La cuantía se deriva de una aportación en metálico de 30.000 euros y de la valoración de los dos edificios más emblemáticos de la antigua Caja: el Torreón de Lozoya, inmueble medieval declarado Bien de Interés Cultural (BIC), actualmente hipotecado por una deuda tributaria, y el Palacio de Villafañe, la primera sede de la entidad de ahorros.

Su inclusión en la dotación inicial supone que estas dependencias quedan "protegidas de manera especial" e impide que puedan ser enajenadas, según ha explicado Javier Reguera en rueda de prensa tras la constitución oficial de la entidad. El resto de patrimonio, que conforman locales repartidos por toda la provincia y obras de arte, queda a disposición para venta o alquiler.

Un futuro "incierto"

En declaraciones recogidas por Europa Press, Reguera ha subrayado que la Fundación arranca con muchas expectativas y ganas por sacar adelante iniciativas para Segovia, pero también con problemas que hacen "inciertos" el presente y el futuro de la entidad.

Tras la integración de Caja Segovia en Bankia, la pérdida de participación en el BFA y la asunción de una deuda tributaria de 6,8 millones de euros que obligó a hipotecar el Torreón, la entidad desembocó en una situación de quebranto económico y ausencia de ingresos que obligó a reducir al máximo los gastos, reducir la plantilla hasta los seis empleados, ceder sus locales a los ayuntamientos para liberarse del coste de mantenimiento y arrendar dependencias, algunas de las cuales están alquiladas a Cortefiel, Bankia y la UVA.

Esta última alternativa constituye la única fuente de recursos para una institución cuya gestión es deficitaria, pues es capaz de ingresar anualmente 200.000 euros pero gasta 162.000 solo en el préstamo adquirido para asumir la deuda tributaria. Además, en estos momentos carece de liquidez suficiente y no llegan ofertas para alquilar o vender locales que le permitan plantearse un futuro mayor a cinco años.

El caso del torreón

Este futuro depende en gran medida del devenir del conocido como 'caso del Torreón', que dio lugar a un proceso penal que se sigue en el Juzgado número 5 de Segovia. El préstamo, según han explicado los miembros del patronato, tiene todavía cuatro años de carencia. A partir del quinto año, la Fundación debería comenzar a amortizarlo, algo que le resultaría imposible con recursos propios.

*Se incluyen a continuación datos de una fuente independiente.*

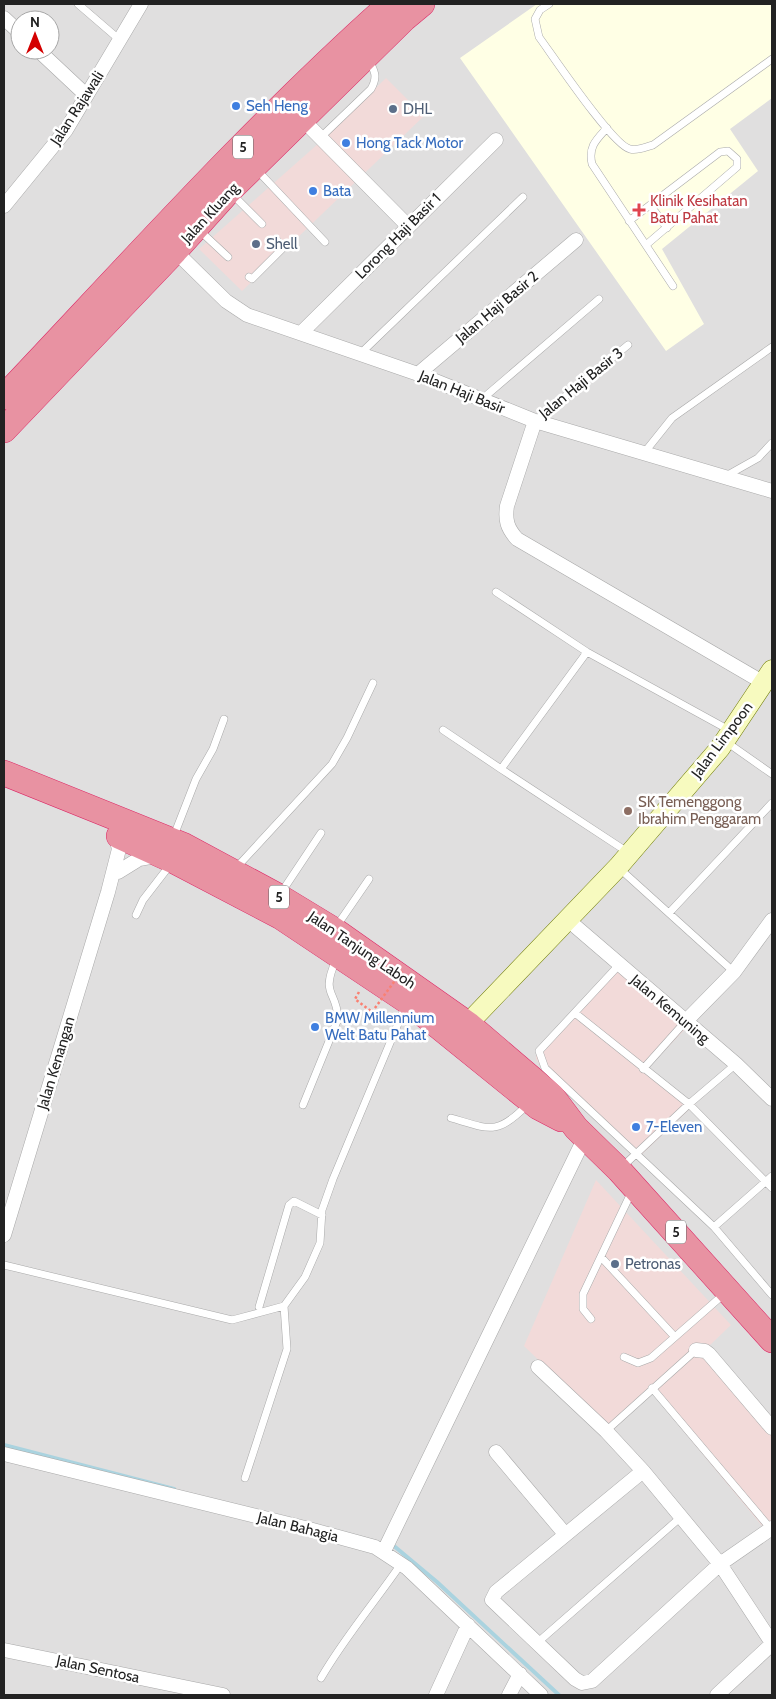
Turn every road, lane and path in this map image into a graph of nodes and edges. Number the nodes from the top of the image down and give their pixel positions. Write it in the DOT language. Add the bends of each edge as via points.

Por ello, se ha propuesto "pelear" para solventar el problema y sopesa múltiples alternativas para hacer frente al crédito y liberalizar el Torreón. "Tampoco renunciamos a ninguna posibilidad de obtener ingresos como consecuencia de los procesos judiciales abiertos, aunque éstos no garantizan que se vayan a obtener recursos", han señalado los patronos.

En cuanto al inicio de un nuevo proceso judicial para reclamar a Bankia el importe de la deuda que pagó la Caja, posibilidad que barajó la Gestora, la Fundación se mantiene cautelosa ante el alto coste de las acciones judiciales y el riesgo que conllevan. "Si se pierden son demoledores, porque hay que hacer frente a los gastos de las partes y éstos pueden multiplicarse exponencialmente hasta superar los costes de la hipoteca", han aseverado.

Al mismo tiempo, han señalado que no hay iniciativas encaminadas a reclamar a los antiguos consejeros que abonen los 33 millones de euros que aprobaron para los altos directivos en concepto de jubilaciones y pensiones, como solicitó recientemente UPyD.